Take for example the words “immediate” and “immediately”, terms that appear 253 times in the State Operation Manual, Appendix PP – Guidance to Surveyors for Long Term Care Facilities. Nurses are required to immediately inform the physician when there is a significant change in a resident’s condition, facilities must provide the ombudsman immediate access to residents, Medicaid residents who wish to return to the facility after hospitalization must be readmitted immediately to the first available semi-private bed and there is even an admonition to crack eggs immediately before cooking. Immediately is actually defined under F 225 in the context of how soon alleged incidents of abuse, neglect, etc. must be reported to the administrator and state agency:

“…“Immediately” means as soon as possible, but ought not exceed 24 hours after discovery of the incident, in the absence of a shorter State time frame requirement…”

Obviously this definition is not applicable to many clinical situations, for example, the initiation of CPR. It’s unlikely that surveyors would view the provision of any emergency procedure as timely if it’s begun 24 hours after the event. Another source, Merriam-Webster, defines immediately as “without interval of time”. Taken literally, this definition suggests that certain regulatory requirements must be initiated instantaneously.  

I have spent hundreds of hours discussing cases with surveyors trying to determine how soon is soon enough. The reality is that regulations are written broadly to address certain important public health goals while allowing providers the flexibility to determine which practices best achieve those goals. Scrutiny of those practices is inevitable, so what is the key to compliance? Simply put, it’s always having an evidenced-based rationale for the care you provide and consistently basing your actions on the needs of each resident. Starting CPR promptly (assuming there is no DNR) is a no brainer, but the timing of other clinical interventions isn’t always so obvious. 

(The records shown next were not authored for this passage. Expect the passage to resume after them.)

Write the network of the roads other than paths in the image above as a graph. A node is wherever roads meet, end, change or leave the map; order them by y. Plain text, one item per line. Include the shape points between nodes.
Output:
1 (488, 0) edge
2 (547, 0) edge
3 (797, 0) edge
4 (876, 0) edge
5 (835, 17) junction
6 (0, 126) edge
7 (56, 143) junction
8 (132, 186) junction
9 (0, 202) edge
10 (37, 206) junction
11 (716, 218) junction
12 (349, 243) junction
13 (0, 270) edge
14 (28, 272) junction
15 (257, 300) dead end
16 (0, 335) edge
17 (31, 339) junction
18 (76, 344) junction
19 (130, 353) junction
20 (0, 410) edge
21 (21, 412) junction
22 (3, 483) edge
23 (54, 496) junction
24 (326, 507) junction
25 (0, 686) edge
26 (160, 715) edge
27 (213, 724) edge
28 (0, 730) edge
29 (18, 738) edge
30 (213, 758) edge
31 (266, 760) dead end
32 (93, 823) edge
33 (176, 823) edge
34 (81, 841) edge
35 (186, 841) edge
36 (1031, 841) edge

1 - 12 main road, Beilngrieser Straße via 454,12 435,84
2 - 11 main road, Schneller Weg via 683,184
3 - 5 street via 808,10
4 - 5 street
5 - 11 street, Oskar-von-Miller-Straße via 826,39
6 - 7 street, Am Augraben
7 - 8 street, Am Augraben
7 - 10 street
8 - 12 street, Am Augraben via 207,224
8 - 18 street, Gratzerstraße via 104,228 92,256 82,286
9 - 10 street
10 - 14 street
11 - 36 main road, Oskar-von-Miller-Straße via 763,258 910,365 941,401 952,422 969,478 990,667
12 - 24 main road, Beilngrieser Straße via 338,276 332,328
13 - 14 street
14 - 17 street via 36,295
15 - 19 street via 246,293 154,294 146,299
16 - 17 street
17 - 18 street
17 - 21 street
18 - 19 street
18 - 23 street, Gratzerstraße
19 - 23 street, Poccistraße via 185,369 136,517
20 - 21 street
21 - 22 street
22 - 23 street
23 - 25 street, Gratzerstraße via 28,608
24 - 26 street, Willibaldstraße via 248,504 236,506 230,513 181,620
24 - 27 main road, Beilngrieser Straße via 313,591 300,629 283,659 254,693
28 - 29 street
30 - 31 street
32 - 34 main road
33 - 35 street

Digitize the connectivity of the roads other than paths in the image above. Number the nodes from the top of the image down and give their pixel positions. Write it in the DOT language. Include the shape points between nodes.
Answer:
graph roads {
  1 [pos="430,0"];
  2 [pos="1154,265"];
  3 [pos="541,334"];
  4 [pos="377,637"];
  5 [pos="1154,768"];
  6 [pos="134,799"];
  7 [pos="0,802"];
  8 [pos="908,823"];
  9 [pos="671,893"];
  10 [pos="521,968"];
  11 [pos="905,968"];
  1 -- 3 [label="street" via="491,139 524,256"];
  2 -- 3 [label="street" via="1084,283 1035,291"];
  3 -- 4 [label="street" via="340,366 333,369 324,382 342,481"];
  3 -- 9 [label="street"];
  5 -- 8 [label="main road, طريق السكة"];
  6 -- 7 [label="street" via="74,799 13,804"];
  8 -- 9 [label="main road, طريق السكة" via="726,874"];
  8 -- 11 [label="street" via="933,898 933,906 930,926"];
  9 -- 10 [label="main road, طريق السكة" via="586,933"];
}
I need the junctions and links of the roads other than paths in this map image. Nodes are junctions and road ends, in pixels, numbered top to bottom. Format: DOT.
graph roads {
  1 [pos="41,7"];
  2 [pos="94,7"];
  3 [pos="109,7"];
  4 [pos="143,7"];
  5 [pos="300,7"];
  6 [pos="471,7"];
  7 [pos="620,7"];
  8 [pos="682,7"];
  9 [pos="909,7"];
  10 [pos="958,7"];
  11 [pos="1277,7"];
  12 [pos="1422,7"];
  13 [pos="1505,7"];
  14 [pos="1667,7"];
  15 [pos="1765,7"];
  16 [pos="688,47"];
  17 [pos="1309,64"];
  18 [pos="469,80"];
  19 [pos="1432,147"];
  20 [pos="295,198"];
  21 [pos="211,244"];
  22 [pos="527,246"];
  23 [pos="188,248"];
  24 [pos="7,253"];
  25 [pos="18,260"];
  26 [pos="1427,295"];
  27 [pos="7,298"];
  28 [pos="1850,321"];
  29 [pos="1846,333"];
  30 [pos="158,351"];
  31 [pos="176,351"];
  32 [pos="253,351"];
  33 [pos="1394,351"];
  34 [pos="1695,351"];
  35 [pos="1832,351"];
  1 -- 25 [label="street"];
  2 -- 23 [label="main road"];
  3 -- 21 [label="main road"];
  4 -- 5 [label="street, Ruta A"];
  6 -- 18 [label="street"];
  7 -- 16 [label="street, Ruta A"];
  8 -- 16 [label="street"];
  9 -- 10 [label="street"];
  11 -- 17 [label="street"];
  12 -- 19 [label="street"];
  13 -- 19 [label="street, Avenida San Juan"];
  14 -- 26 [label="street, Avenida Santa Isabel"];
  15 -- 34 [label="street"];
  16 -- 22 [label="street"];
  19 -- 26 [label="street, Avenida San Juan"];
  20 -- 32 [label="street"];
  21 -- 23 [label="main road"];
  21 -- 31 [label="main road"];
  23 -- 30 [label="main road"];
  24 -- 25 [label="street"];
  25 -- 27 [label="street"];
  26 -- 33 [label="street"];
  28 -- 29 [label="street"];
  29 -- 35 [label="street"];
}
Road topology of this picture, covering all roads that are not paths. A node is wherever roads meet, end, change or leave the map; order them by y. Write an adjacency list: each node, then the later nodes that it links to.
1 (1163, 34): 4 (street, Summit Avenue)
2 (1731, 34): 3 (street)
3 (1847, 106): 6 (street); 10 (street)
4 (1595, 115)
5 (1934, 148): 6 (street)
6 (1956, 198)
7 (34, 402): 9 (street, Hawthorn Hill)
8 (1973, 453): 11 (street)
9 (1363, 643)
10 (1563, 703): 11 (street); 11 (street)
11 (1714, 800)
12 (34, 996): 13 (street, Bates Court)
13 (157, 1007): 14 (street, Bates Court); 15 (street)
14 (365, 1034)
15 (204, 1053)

Take for example the case of an elderly female in a nursing facility who falls and fractures her hip at 11 pm. A surveyor reviews this resident’s record and notes that she was not transferred to the hospital until 8 am the next morning, thus delaying definitive treatment for the fracture. The surveyor prepares to cite a significant deficiency regarding a delay in treatment until she reads a note in the medical record documenting the rationale for the apparent delay. The resident’s physician, who was on staff at the hospital, knew that had she gone to the ER at 11 pm her surgery would not have been performed until the next morning when the orthopedic surgeon was available. So instead of spending the night on a gurney in a busy ER the resident was keep in her own bed, her leg was immobilized and her pain was addressed. The risks and benefits of delaying her transfer were discussed with the resident and her daughter, and both agreed with the plan. What appeared, on first blush, to be a serious deficiency was actually an exceptional example of resident-centered, compassionate care.

Determining the timing of interventions through a thoughtful risk/benefit analysis, based on the needs of residents, will surely promote better clinical and survey outcomes.

William Vaughan, RN, is the vice president of education and clinical affairs at Remedi SeniorCare and was previously a surveyor.